Assigned task: Your output should be the entries below, exact in every detail.

------------------------------

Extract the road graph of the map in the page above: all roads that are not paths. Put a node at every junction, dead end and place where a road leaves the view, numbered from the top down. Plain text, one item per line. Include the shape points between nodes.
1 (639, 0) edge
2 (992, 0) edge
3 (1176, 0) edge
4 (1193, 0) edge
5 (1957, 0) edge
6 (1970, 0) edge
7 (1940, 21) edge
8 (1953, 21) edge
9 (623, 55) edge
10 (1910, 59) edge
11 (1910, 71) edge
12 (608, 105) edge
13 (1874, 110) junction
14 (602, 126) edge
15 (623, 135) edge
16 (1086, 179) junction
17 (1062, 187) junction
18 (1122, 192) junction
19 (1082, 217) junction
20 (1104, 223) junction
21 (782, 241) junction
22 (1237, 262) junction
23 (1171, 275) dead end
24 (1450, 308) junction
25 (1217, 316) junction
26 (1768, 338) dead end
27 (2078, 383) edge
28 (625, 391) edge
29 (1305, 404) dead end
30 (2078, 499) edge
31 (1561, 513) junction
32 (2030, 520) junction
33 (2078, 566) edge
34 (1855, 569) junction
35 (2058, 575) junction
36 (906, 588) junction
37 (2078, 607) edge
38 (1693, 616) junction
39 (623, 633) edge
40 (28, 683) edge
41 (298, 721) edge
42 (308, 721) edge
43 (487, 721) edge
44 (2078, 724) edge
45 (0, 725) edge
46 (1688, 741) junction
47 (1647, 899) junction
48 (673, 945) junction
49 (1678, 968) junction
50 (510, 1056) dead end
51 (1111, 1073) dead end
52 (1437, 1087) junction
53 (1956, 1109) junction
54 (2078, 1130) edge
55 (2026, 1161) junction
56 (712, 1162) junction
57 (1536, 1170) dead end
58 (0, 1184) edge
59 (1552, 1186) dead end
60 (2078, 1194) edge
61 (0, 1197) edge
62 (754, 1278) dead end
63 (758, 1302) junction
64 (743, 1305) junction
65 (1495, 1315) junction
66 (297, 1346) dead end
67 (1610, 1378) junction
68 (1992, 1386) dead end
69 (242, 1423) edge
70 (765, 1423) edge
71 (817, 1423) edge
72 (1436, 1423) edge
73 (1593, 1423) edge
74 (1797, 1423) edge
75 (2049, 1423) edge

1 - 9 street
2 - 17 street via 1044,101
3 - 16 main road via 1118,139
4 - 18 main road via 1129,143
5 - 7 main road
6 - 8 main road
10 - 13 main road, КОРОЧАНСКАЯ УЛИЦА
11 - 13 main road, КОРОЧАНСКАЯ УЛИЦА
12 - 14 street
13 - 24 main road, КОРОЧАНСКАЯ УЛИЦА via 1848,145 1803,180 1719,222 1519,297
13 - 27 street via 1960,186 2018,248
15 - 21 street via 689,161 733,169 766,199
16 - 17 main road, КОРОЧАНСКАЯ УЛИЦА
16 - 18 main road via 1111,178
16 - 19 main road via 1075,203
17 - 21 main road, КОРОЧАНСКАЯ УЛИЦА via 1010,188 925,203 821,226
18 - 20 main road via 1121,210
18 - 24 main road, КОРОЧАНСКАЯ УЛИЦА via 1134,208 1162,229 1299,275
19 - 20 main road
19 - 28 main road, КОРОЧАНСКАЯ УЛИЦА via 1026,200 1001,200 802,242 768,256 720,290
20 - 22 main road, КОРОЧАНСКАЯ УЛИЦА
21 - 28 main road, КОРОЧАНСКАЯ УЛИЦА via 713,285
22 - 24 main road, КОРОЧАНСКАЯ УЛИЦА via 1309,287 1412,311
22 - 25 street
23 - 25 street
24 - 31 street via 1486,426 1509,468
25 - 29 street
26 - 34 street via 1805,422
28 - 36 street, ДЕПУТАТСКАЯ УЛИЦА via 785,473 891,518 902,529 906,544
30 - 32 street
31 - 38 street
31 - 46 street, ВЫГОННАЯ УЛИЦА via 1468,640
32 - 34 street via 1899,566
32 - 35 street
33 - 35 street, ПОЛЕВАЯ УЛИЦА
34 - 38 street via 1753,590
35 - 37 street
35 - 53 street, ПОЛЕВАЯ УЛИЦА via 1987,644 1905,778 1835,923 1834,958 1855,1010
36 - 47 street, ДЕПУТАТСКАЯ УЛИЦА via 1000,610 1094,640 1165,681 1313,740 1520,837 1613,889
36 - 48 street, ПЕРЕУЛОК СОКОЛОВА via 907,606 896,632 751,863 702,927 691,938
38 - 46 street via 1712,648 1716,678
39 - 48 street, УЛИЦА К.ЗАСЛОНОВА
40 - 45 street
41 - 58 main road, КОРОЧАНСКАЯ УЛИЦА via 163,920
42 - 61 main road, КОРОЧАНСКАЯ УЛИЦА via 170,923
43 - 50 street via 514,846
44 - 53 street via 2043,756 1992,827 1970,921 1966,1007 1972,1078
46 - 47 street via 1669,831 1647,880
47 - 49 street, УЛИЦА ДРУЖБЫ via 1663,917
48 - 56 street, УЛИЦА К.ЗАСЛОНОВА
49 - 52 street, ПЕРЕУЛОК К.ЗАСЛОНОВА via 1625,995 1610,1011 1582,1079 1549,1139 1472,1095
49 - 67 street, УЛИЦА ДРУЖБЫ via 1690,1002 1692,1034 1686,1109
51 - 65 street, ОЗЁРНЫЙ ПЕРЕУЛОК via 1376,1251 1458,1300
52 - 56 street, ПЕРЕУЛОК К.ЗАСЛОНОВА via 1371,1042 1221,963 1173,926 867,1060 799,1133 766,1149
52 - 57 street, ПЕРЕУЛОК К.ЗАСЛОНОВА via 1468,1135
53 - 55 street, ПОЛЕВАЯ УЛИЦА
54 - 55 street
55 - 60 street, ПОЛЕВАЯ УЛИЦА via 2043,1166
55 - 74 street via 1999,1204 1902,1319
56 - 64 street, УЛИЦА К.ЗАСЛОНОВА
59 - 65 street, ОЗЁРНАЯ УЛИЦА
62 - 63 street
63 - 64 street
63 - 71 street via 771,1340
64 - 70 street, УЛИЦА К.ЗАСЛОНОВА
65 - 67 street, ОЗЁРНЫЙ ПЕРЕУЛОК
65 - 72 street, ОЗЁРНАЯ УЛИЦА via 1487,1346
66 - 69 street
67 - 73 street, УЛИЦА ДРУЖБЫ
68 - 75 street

------------------------------

Reply to the task:
Extract the road graph of the map in the page above: all roads that are not paths. Put a node at every junction, dead end and place where a road leaves the view, numbered from the top down. Plain text, one item per line. Include the shape points between nodes.
1 (639, 0) edge
2 (992, 0) edge
3 (1176, 0) edge
4 (1193, 0) edge
5 (1957, 0) edge
6 (1970, 0) edge
7 (1940, 21) edge
8 (1953, 21) edge
9 (623, 55) edge
10 (1910, 59) edge
11 (1910, 71) edge
12 (608, 105) edge
13 (1874, 110) junction
14 (602, 126) edge
15 (623, 135) edge
16 (1086, 179) junction
17 (1062, 187) junction
18 (1122, 192) junction
19 (1082, 217) junction
20 (1104, 223) junction
21 (782, 241) junction
22 (1237, 262) junction
23 (1171, 275) dead end
24 (1450, 308) junction
25 (1217, 316) junction
26 (1768, 338) dead end
27 (2078, 383) edge
28 (625, 391) edge
29 (1305, 404) dead end
30 (2078, 499) edge
31 (1561, 513) junction
32 (2030, 520) junction
33 (2078, 566) edge
34 (1855, 569) junction
35 (2058, 575) junction
36 (906, 588) junction
37 (2078, 607) edge
38 (1693, 616) junction
39 (623, 633) edge
40 (28, 683) edge
41 (298, 721) edge
42 (308, 721) edge
43 (487, 721) edge
44 (2078, 724) edge
45 (0, 725) edge
46 (1688, 741) junction
47 (1647, 899) junction
48 (673, 945) junction
49 (1678, 968) junction
50 (510, 1056) dead end
51 (1111, 1073) dead end
52 (1437, 1087) junction
53 (1956, 1109) junction
54 (2078, 1130) edge
55 (2026, 1161) junction
56 (712, 1162) junction
57 (1536, 1170) dead end
58 (0, 1184) edge
59 (1552, 1186) dead end
60 (2078, 1194) edge
61 (0, 1197) edge
62 (754, 1278) dead end
63 (758, 1302) junction
64 (743, 1305) junction
65 (1495, 1315) junction
66 (297, 1346) dead end
67 (1610, 1378) junction
68 (1992, 1386) dead end
69 (242, 1423) edge
70 (765, 1423) edge
71 (817, 1423) edge
72 (1436, 1423) edge
73 (1593, 1423) edge
74 (1797, 1423) edge
75 (2049, 1423) edge

1 - 9 street
2 - 17 street via 1044,101
3 - 16 main road via 1118,139
4 - 18 main road via 1129,143
5 - 7 main road
6 - 8 main road
10 - 13 main road, КОРОЧАНСКАЯ УЛИЦА
11 - 13 main road, КОРОЧАНСКАЯ УЛИЦА
12 - 14 street
13 - 24 main road, КОРОЧАНСКАЯ УЛИЦА via 1848,145 1803,180 1719,222 1519,297
13 - 27 street via 1960,186 2018,248
15 - 21 street via 689,161 733,169 766,199
16 - 17 main road, КОРОЧАНСКАЯ УЛИЦА
16 - 18 main road via 1111,178
16 - 19 main road via 1075,203
17 - 21 main road, КОРОЧАНСКАЯ УЛИЦА via 1010,188 925,203 821,226
18 - 20 main road via 1121,210
18 - 24 main road, КОРОЧАНСКАЯ УЛИЦА via 1134,208 1162,229 1299,275
19 - 20 main road
19 - 28 main road, КОРОЧАНСКАЯ УЛИЦА via 1026,200 1001,200 802,242 768,256 720,290
20 - 22 main road, КОРОЧАНСКАЯ УЛИЦА
21 - 28 main road, КОРОЧАНСКАЯ УЛИЦА via 713,285
22 - 24 main road, КОРОЧАНСКАЯ УЛИЦА via 1309,287 1412,311
22 - 25 street
23 - 25 street
24 - 31 street via 1486,426 1509,468
25 - 29 street
26 - 34 street via 1805,422
28 - 36 street, ДЕПУТАТСКАЯ УЛИЦА via 785,473 891,518 902,529 906,544
30 - 32 street
31 - 38 street
31 - 46 street, ВЫГОННАЯ УЛИЦА via 1468,640
32 - 34 street via 1899,566
32 - 35 street
33 - 35 street, ПОЛЕВАЯ УЛИЦА
34 - 38 street via 1753,590
35 - 37 street
35 - 53 street, ПОЛЕВАЯ УЛИЦА via 1987,644 1905,778 1835,923 1834,958 1855,1010
36 - 47 street, ДЕПУТАТСКАЯ УЛИЦА via 1000,610 1094,640 1165,681 1313,740 1520,837 1613,889
36 - 48 street, ПЕРЕУЛОК СОКОЛОВА via 907,606 896,632 751,863 702,927 691,938
38 - 46 street via 1712,648 1716,678
39 - 48 street, УЛИЦА К.ЗАСЛОНОВА
40 - 45 street
41 - 58 main road, КОРОЧАНСКАЯ УЛИЦА via 163,920
42 - 61 main road, КОРОЧАНСКАЯ УЛИЦА via 170,923
43 - 50 street via 514,846
44 - 53 street via 2043,756 1992,827 1970,921 1966,1007 1972,1078
46 - 47 street via 1669,831 1647,880
47 - 49 street, УЛИЦА ДРУЖБЫ via 1663,917
48 - 56 street, УЛИЦА К.ЗАСЛОНОВА
49 - 52 street, ПЕРЕУЛОК К.ЗАСЛОНОВА via 1625,995 1610,1011 1582,1079 1549,1139 1472,1095
49 - 67 street, УЛИЦА ДРУЖБЫ via 1690,1002 1692,1034 1686,1109
51 - 65 street, ОЗЁРНЫЙ ПЕРЕУЛОК via 1376,1251 1458,1300
52 - 56 street, ПЕРЕУЛОК К.ЗАСЛОНОВА via 1371,1042 1221,963 1173,926 867,1060 799,1133 766,1149
52 - 57 street, ПЕРЕУЛОК К.ЗАСЛОНОВА via 1468,1135
53 - 55 street, ПОЛЕВАЯ УЛИЦА
54 - 55 street
55 - 60 street, ПОЛЕВАЯ УЛИЦА via 2043,1166
55 - 74 street via 1999,1204 1902,1319
56 - 64 street, УЛИЦА К.ЗАСЛОНОВА
59 - 65 street, ОЗЁРНАЯ УЛИЦА
62 - 63 street
63 - 64 street
63 - 71 street via 771,1340
64 - 70 street, УЛИЦА К.ЗАСЛОНОВА
65 - 67 street, ОЗЁРНЫЙ ПЕРЕУЛОК
65 - 72 street, ОЗЁРНАЯ УЛИЦА via 1487,1346
66 - 69 street
67 - 73 street, УЛИЦА ДРУЖБЫ
68 - 75 street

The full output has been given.